The photographs emerging of melted plastic smart meters have become an iconic symbol of a failing technology roll-out. A corporate program that places profit over safety. A symbol of how the utility industry- and the current brand of virtually unregulated capitalism in western countries- is harming people and the environment, not to mention the financial well-being of 99% of us. Why would they build a device -through which all of the electrical current for your house flows- out of plastic that can melt and catch fire? Even a third grader knows that plastic burns and melts while glass resists flame. Back when our government agencies cared about safety, electrical meters were solid state, with a thick glass casing, built to last decades. Now they are built in Mexico and China out of plastic, made only to last a few years. While analog meters were designed to withstand electrical surges, untested ‘smart’ meters allow surges to flow into homes, risking the safety of residents and damaging untold thousands of appliances. Ask the utility to compensate residents for damages? “That’s your wiring ma’am- not our meter.” A meter that happens not to be UL listed we might add. They eat at the banquet and we pick up the tab.
It’s not as if the industry hasn’t been aware of the problem, as documents from Edison Electric Institute in April show. It’s just that profit has taken precedence over precaution. For the last couple of years, as the reports of smart meter fires pile up, the task of tracking and investigating them has fallen to individual volunteers and grassroots community organizations, as agencies whose job it is to ensure public safety bury their heads in the sand. Sadly this has included fire departments, which (to put it delicately) have not been quick to respond to the problem.

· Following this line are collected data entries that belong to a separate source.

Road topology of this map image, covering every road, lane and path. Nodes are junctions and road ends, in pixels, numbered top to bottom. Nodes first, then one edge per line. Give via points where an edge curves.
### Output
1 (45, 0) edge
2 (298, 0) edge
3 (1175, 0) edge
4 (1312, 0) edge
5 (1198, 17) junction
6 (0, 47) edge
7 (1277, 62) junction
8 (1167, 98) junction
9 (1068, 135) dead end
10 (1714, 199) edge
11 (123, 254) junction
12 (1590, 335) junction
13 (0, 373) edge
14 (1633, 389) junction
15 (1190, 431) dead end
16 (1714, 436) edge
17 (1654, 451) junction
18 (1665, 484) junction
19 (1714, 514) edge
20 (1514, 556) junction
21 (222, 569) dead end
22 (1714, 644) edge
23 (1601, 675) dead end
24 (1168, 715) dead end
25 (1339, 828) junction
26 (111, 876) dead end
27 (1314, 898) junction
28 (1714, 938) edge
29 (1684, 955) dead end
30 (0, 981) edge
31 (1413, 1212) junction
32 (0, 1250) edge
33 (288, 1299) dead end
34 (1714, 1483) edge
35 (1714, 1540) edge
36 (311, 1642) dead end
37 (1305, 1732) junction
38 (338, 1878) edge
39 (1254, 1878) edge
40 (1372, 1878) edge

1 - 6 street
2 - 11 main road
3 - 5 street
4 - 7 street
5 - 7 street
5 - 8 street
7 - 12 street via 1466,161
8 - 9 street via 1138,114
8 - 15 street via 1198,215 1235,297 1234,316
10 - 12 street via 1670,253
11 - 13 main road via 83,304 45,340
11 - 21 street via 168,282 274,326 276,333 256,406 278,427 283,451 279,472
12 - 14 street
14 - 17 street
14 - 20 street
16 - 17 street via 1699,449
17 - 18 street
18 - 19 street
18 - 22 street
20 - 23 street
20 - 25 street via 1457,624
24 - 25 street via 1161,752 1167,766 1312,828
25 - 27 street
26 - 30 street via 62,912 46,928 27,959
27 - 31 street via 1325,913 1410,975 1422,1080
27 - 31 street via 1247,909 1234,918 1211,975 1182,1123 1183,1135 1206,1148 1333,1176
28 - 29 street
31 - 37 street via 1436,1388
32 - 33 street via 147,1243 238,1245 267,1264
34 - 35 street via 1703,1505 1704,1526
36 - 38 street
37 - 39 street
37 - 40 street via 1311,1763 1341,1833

A fault with the meters themselves, or unprofessional installations (or both) have led to hundreds-probably thousands of fires and electrical problems in the US, Canada, and Australia. People have lost their homes, and some may have lost their lives, because regulatory agencies have ignored growing evidence that there is a substantial fire risk from the new meters. In British Columbia, a rash of recent smart meter fires including a home that suffered two successive smart meter fires has led to renewed calls for a moratorium. In Houston, Texas a woman’s house caught fire from a smart meter, and the Fire Dept. said this was the first such instance. An electrician in the comments says not so. There are countless other examples.
Excuse me sir, you’re going to have to leave our neighborhood.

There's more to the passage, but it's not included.